視点については○○sideと明記していない部分もあるので、すごく読みにくいと思います。
私はあまり情報を書きたくないというか、読者様に想像して欲しいというか__でこんな小説になったんですが、読者様に想像させすぎました苦笑
____________________________________
・時間,視点,矛盾の混在↓
矛盾→実は私、プロットなどを書いたことがなくて__というか苦手なんですよね(*_*)その時にバーって書いちゃうかんじです(どうでもいい)。簡単なあらすじを書いてから書き始めてみます!

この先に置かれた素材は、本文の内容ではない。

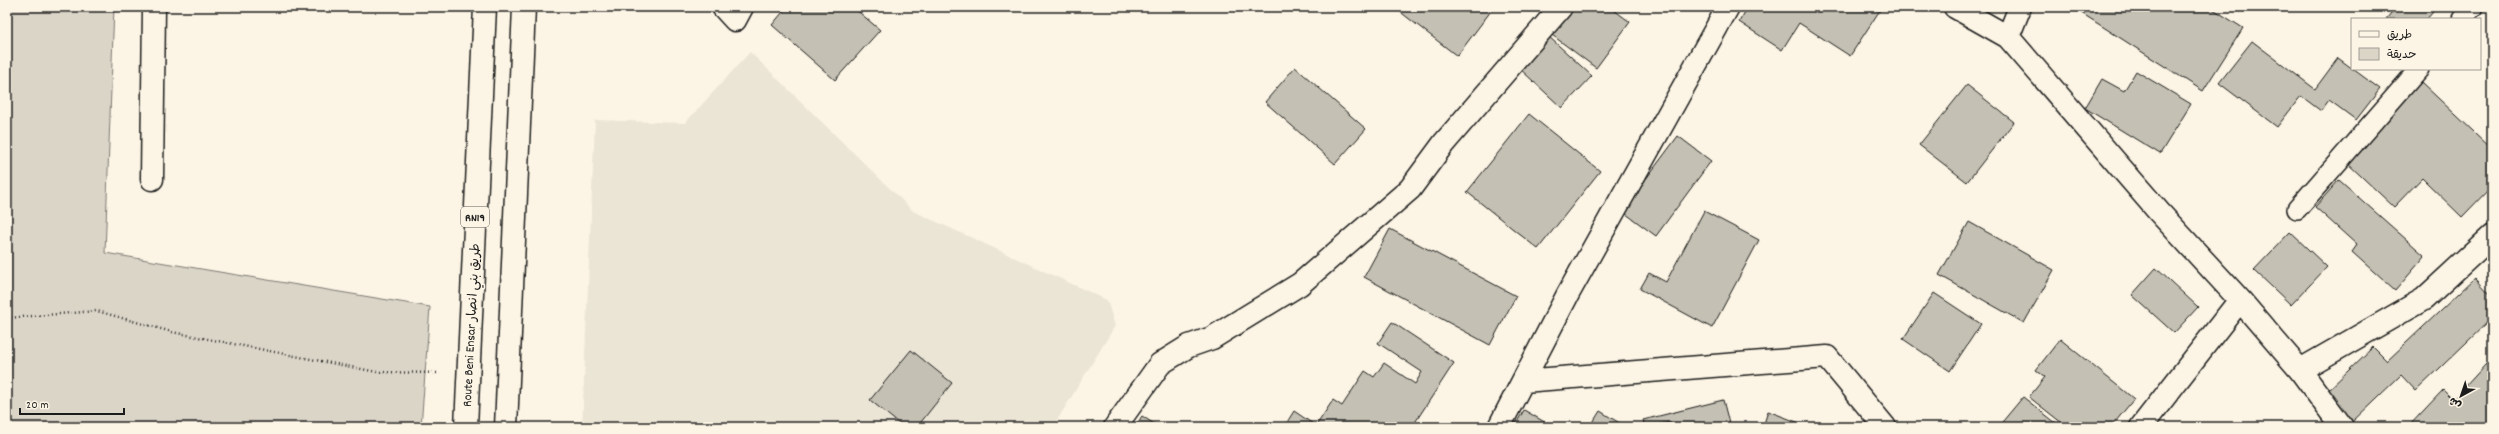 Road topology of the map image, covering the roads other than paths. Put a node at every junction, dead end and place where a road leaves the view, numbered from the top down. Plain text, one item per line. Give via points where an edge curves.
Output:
1 (154, 7) edge
2 (485, 7) edge
3 (524, 7) edge
4 (723, 7) edge
5 (742, 7) edge
6 (1561, 7) edge
7 (1728, 7) edge
8 (1955, 7) edge
9 (2020, 7) edge
10 (2473, 7) edge
11 (2463, 18) edge
12 (2008, 37) junction
13 (2418, 70) edge
14 (152, 179) dead end
15 (2297, 209) dead end
16 (2492, 236) edge
17 (2240, 300) junction
18 (2300, 370) junction
19 (1523, 381) junction
20 (466, 427) edge
21 (506, 427) edge
22 (1115, 427) edge
23 (1499, 427) edge
24 (1885, 427) edge
25 (2140, 427) edge
26 (2342, 427) edge

1 - 14 main road
2 - 20 main road, Route Beni Ensar طريق بني انصار / RN19
3 - 21 main road
4 - 5 main road via 735,20
6 - 22 main road via 1444,143 1410,189 1300,284 1212,338 1189,346 1160,364
7 - 19 main road via 1568,294
8 - 12 main road
9 - 12 main road
10 - 11 lane
12 - 17 main road via 2159,212
13 - 15 lane
16 - 18 main road via 2424,299
17 - 18 main road
17 - 25 main road
18 - 26 main road
19 - 23 main road
19 - 24 main road via 1827,357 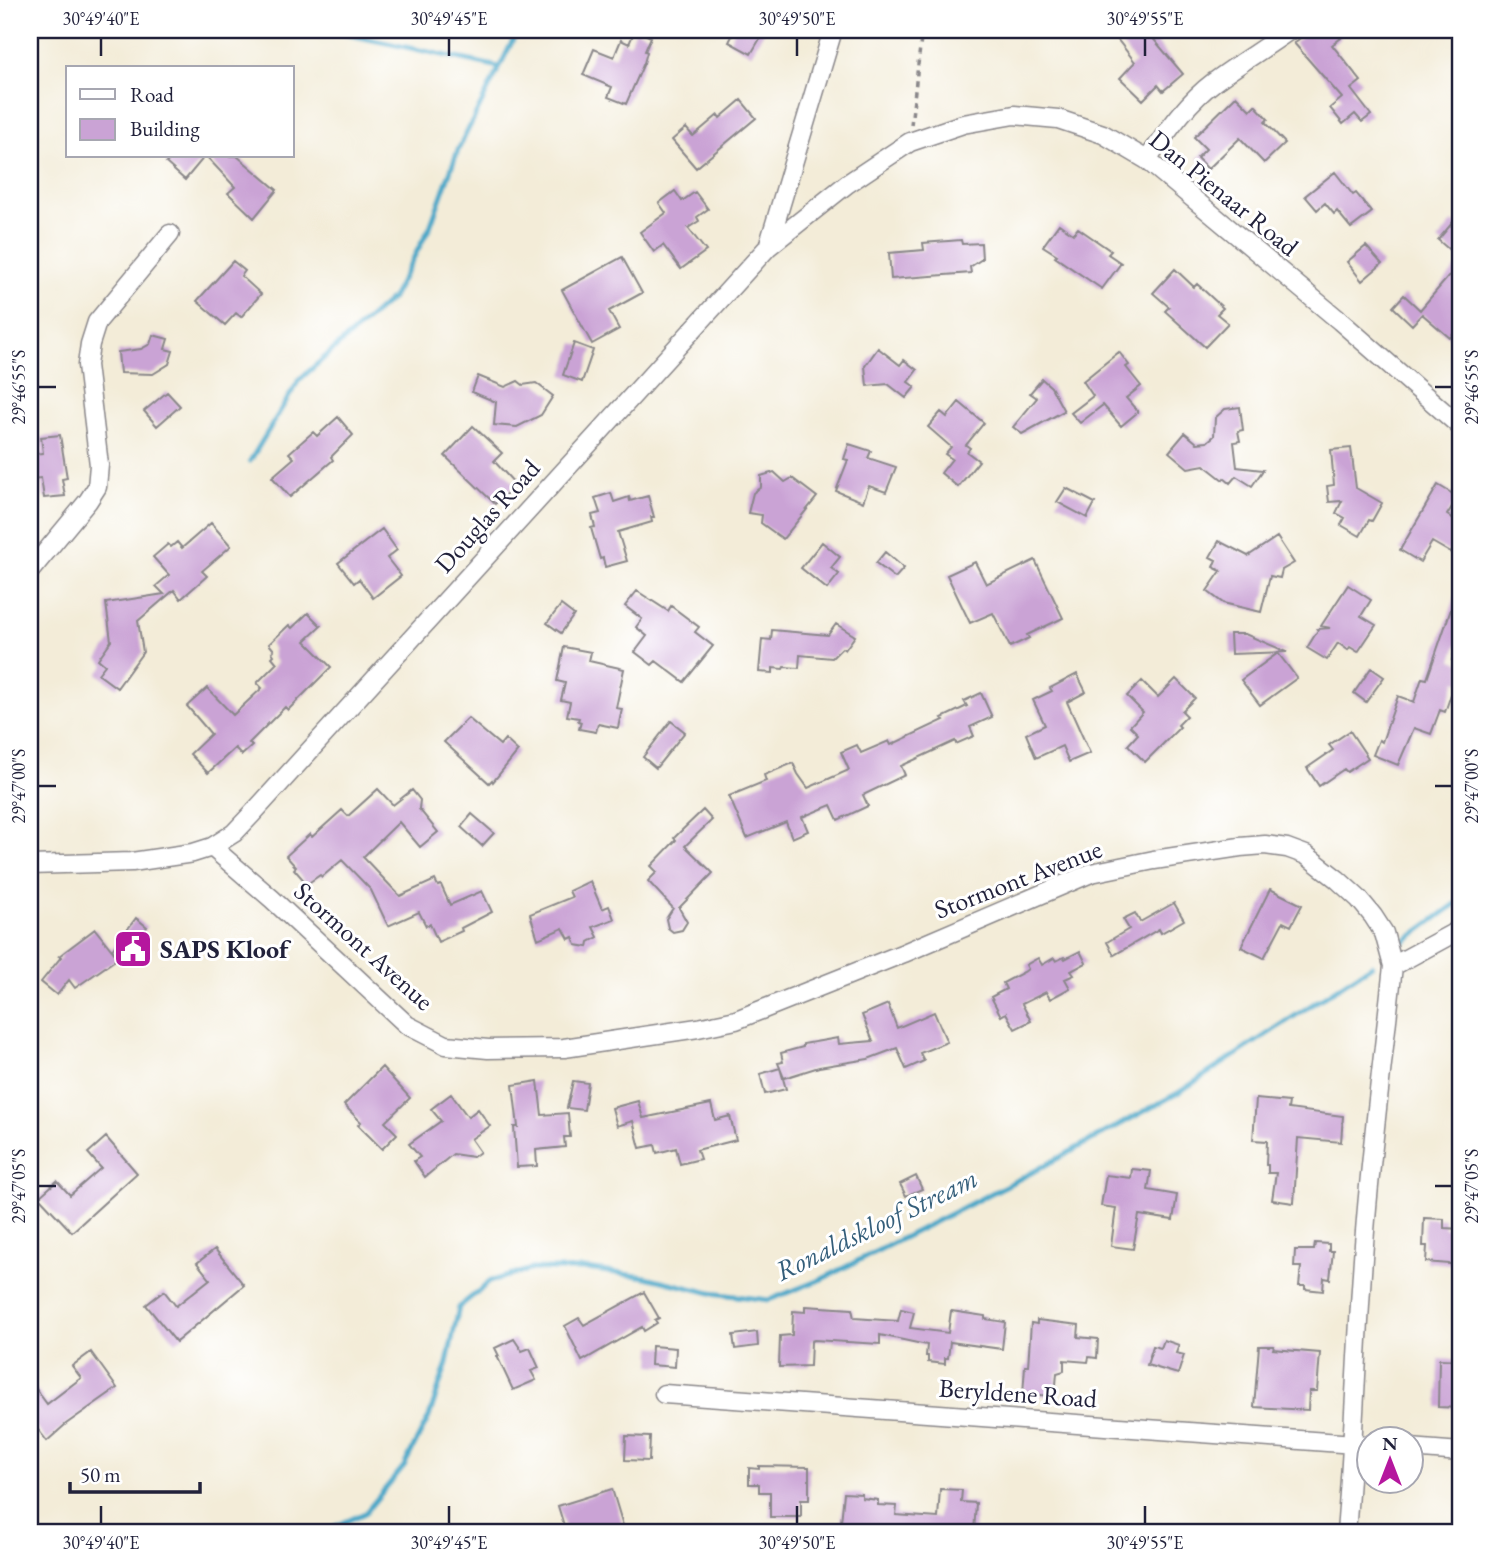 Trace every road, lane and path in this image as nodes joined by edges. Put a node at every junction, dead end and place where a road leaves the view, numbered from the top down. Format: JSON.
{"nodes":[{"id":1,"x":833,"y":30,"type":"edge"},
{"id":2,"x":922,"y":30,"type":"edge"},
{"id":3,"x":1290,"y":30,"type":"edge"},
{"id":4,"x":910,"y":142,"type":"junction"},
{"id":5,"x":1147,"y":160,"type":"junction"},
{"id":6,"x":170,"y":234,"type":"dead end"},
{"id":7,"x":768,"y":247,"type":"junction"},
{"id":8,"x":1461,"y":427,"type":"edge"},
{"id":9,"x":30,"y":571,"type":"edge"},
{"id":10,"x":212,"y":847,"type":"junction"},
{"id":11,"x":30,"y":865,"type":"edge"},
{"id":12,"x":1461,"y":929,"type":"edge"},
{"id":13,"x":1393,"y":966,"type":"junction"},
{"id":14,"x":664,"y":1394,"type":"dead end"},
{"id":15,"x":1360,"y":1426,"type":"edge"},
{"id":16,"x":1354,"y":1444,"type":"edge"},
{"id":17,"x":1424,"y":1449,"type":"edge"},
{"id":18,"x":1461,"y":1452,"type":"edge"},
{"id":19,"x":1354,"y":1486,"type":"edge"},
{"id":20,"x":1346,"y":1532,"type":"edge"}],
"edges":[{"from":1,"to":7,"type":"street","name":"Douglas Road"},
{"from":2,"to":4,"type":"path"},
{"from":3,"to":5,"type":"street"},
{"from":4,"to":5,"type":"street","name":"Dan Pienaar Road"},
{"from":4,"to":7,"type":"street","name":"Dan Pienaar Road"},
{"from":5,"to":8,"type":"street","name":"Dan Pienaar Road"},
{"from":6,"to":9,"type":"street"},
{"from":7,"to":10,"type":"street","name":"Douglas Road"},
{"from":10,"to":11,"type":"street","name":"Douglas Road"},
{"from":10,"to":13,"type":"street","name":"Stormont Avenue"},
{"from":12,"to":13,"type":"street"},
{"from":13,"to":15,"type":"street","name":"Stormont Avenue"},
{"from":14,"to":16,"type":"street","name":"Beryldene Road"},
{"from":17,"to":18,"type":"street"},
{"from":19,"to":20,"type":"street","name":"Stormont Avenue"}]} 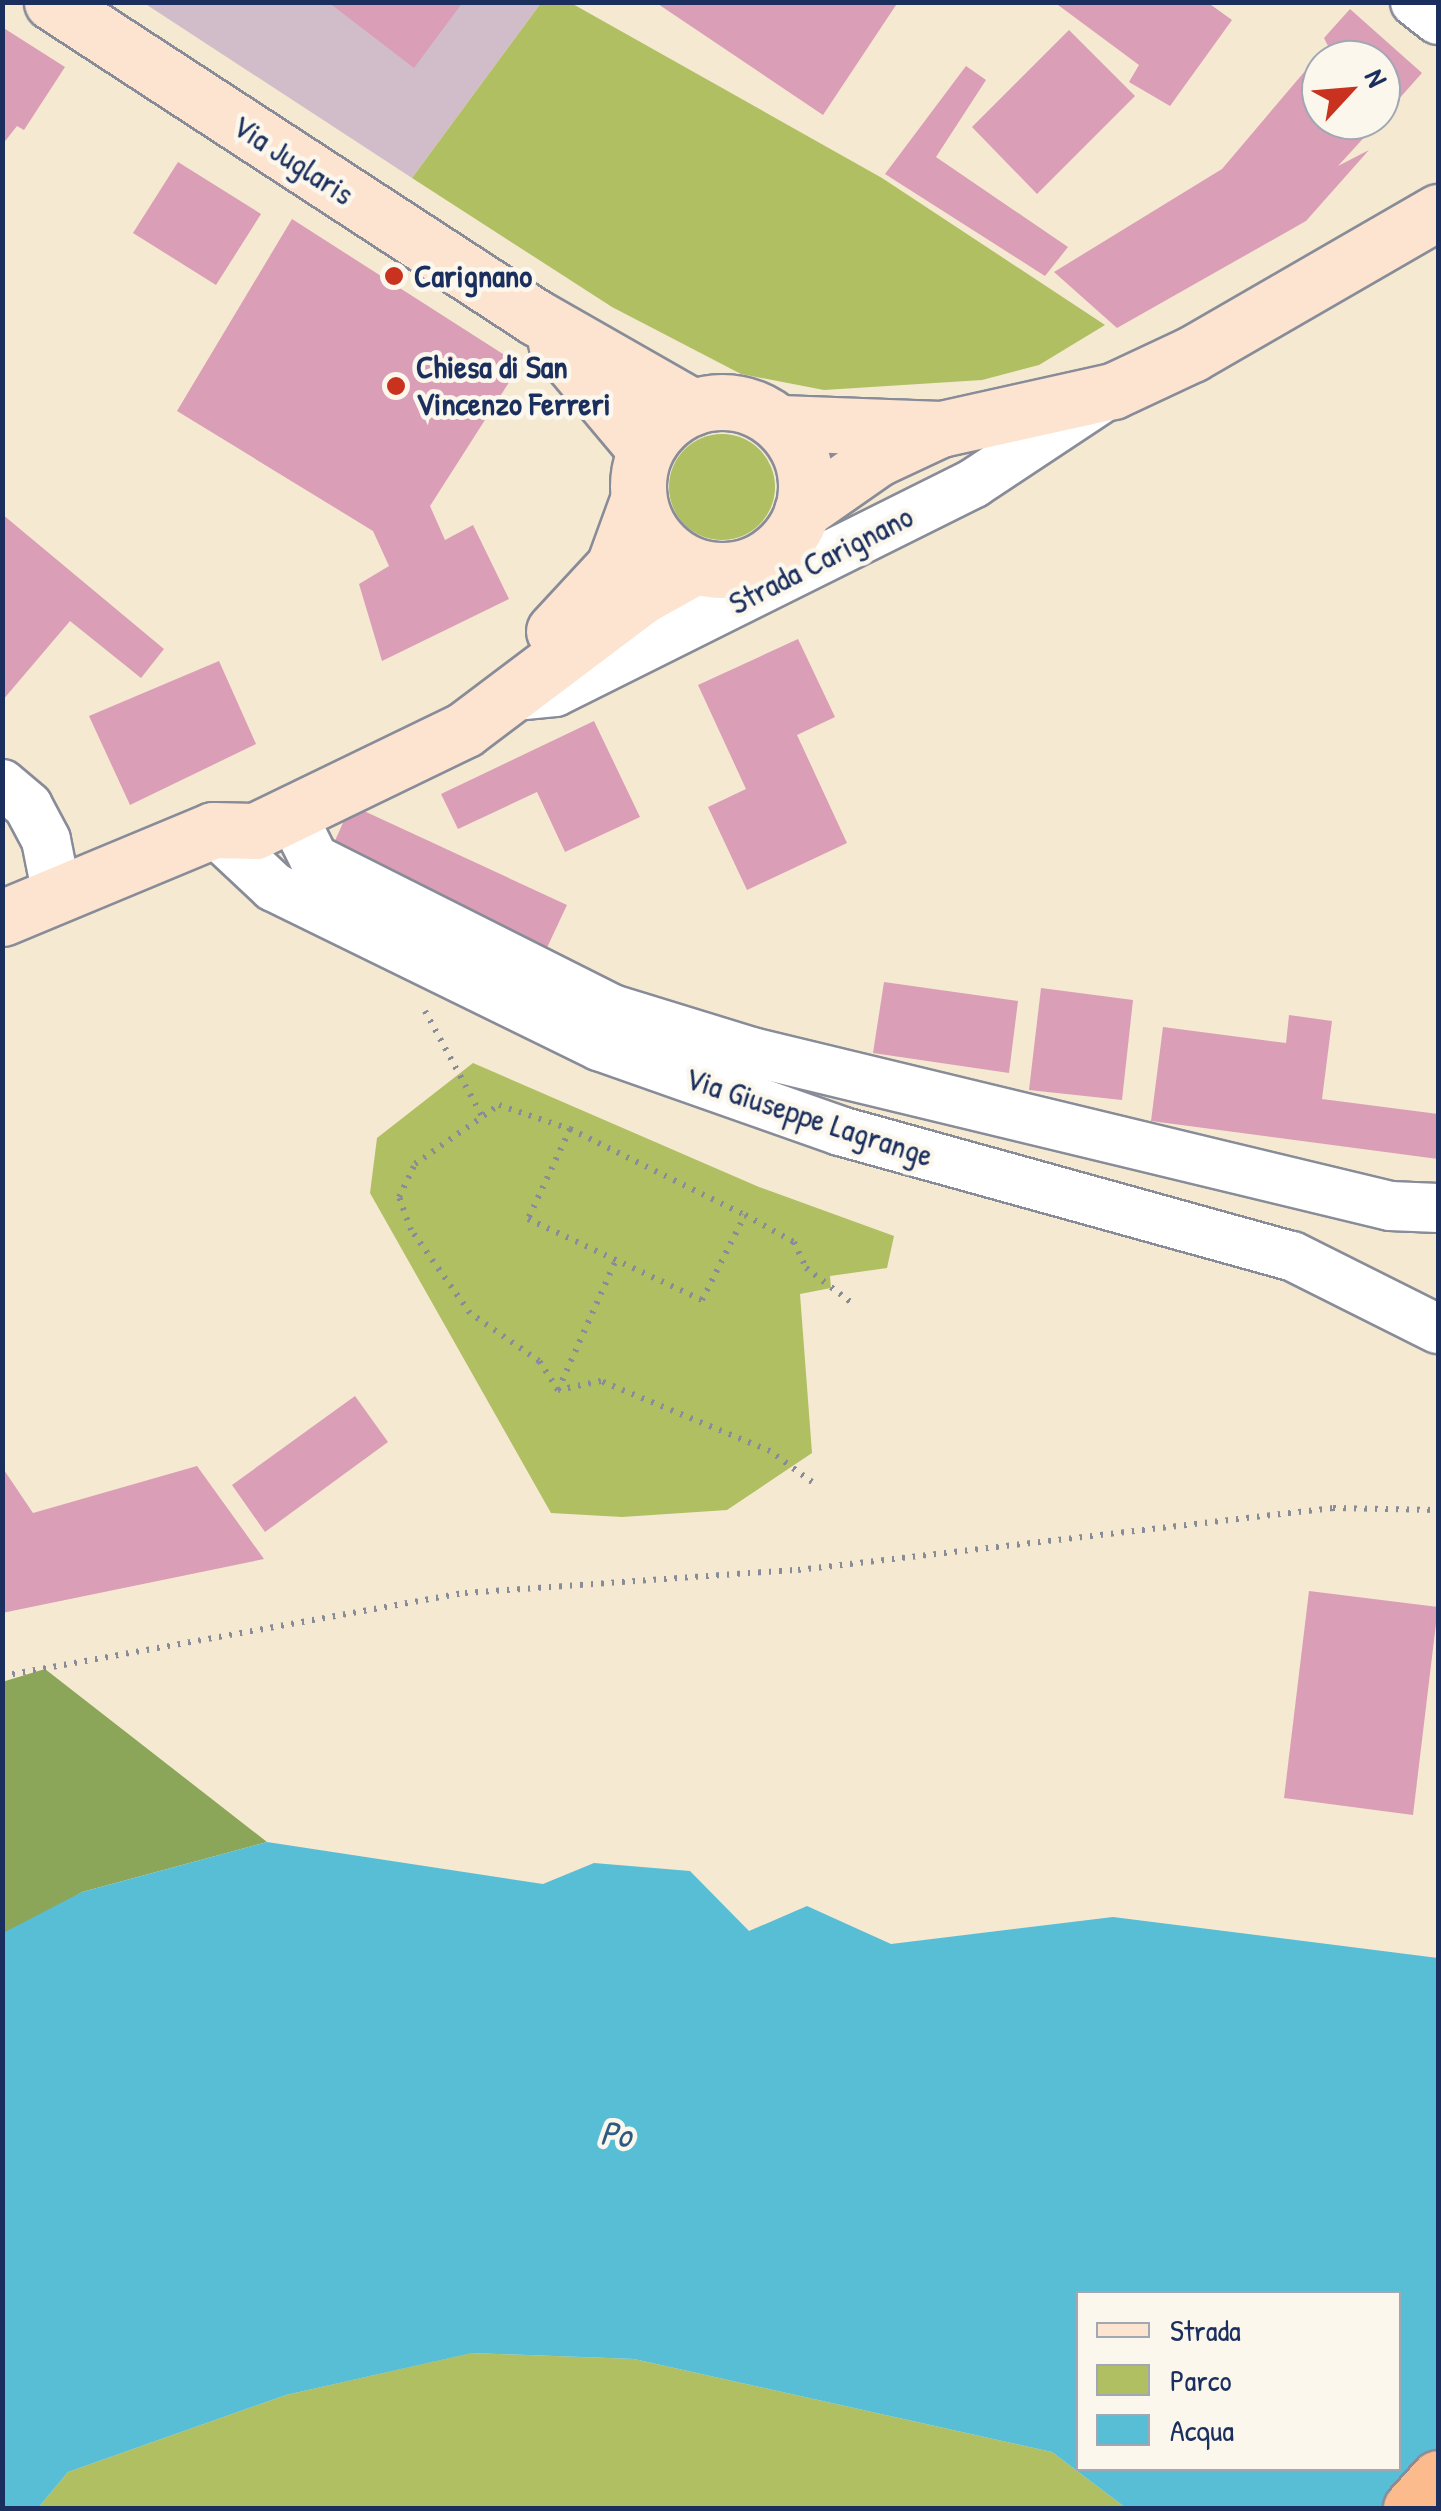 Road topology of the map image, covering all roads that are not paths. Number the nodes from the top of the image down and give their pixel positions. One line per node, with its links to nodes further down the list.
1 (1415, 2): 3 (street)
2 (87, 12): 5 (main road, Via Juglaris)
3 (1438, 20)
4 (1438, 212): 6 (main road, Strada Carignano)
5 (535, 317): 7 (main road, Via Juglaris); 10 (main road, Via Juglaris)
6 (1113, 391): 9 (main road, Strada Carignano); 13 (street, Strada Carignano)
7 (693, 406): 8 (main road); 10 (main road)
8 (780, 423): 9 (main road, Strada Carignano); 11 (main road)
9 (940, 429): 11 (main road, Strada Carignano)
10 (642, 474): 12 (main road); 16 (main road, Strada Carignano)
11 (802, 511): 12 (main road)
12 (694, 567): 13 (main road, Strada Carignano)
13 (514, 696): 15 (main road, Strada Carignano)
14 (2, 784): 17 (street)
15 (292, 814): 16 (main road, Strada Carignano); 19 (street, Via Giuseppe Lagrange)
16 (213, 830): 17 (main road, Strada Carignano); 22 (street, Via Giuseppe Lagrange)
17 (57, 895): 18 (main road, Strada Carignano)
18 (2, 918)
19 (1390, 1206): 20 (street, Via Giuseppe Lagrange); 21 (street)
20 (1438, 1208)
21 (1438, 1245)
22 (1438, 1329)
23 (1438, 2478): 24 (highway)
24 (1411, 2508)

視点→いろいろな人の視点があったほうが……と思っていたんですが、今読み返すと途中で
「は!?さっきこうやって言ってたじゃん!じゃあこの視点だれからだよ!」
ってなりました(´・ω:;.:...
不必要な視点は無くすようにし、できるだけ○○sideと明記するようにします。
・主席が女子という情報が無い↓
私も投稿した後に気が付きました……後で付け足したほうが良かったですね……すみませんm(_ _)m
・アイデアについて↓
有難うございます!私自身もなんでこんなアイデアが出たのか理解できません(ヾノ・∀・`)
________________________________________
今回は私の作品の評価、有難うございます(*´艸`*)
頑張ってもっと良い小説書きます!(あれ、これって青蓮様のスレに書いたほうが良かったのか?)
もしそちらのスレに書いたほうが良いのであれば書きますので。
私が青蓮様のコメントの読み取り方を間違っているようでしたら言ってください。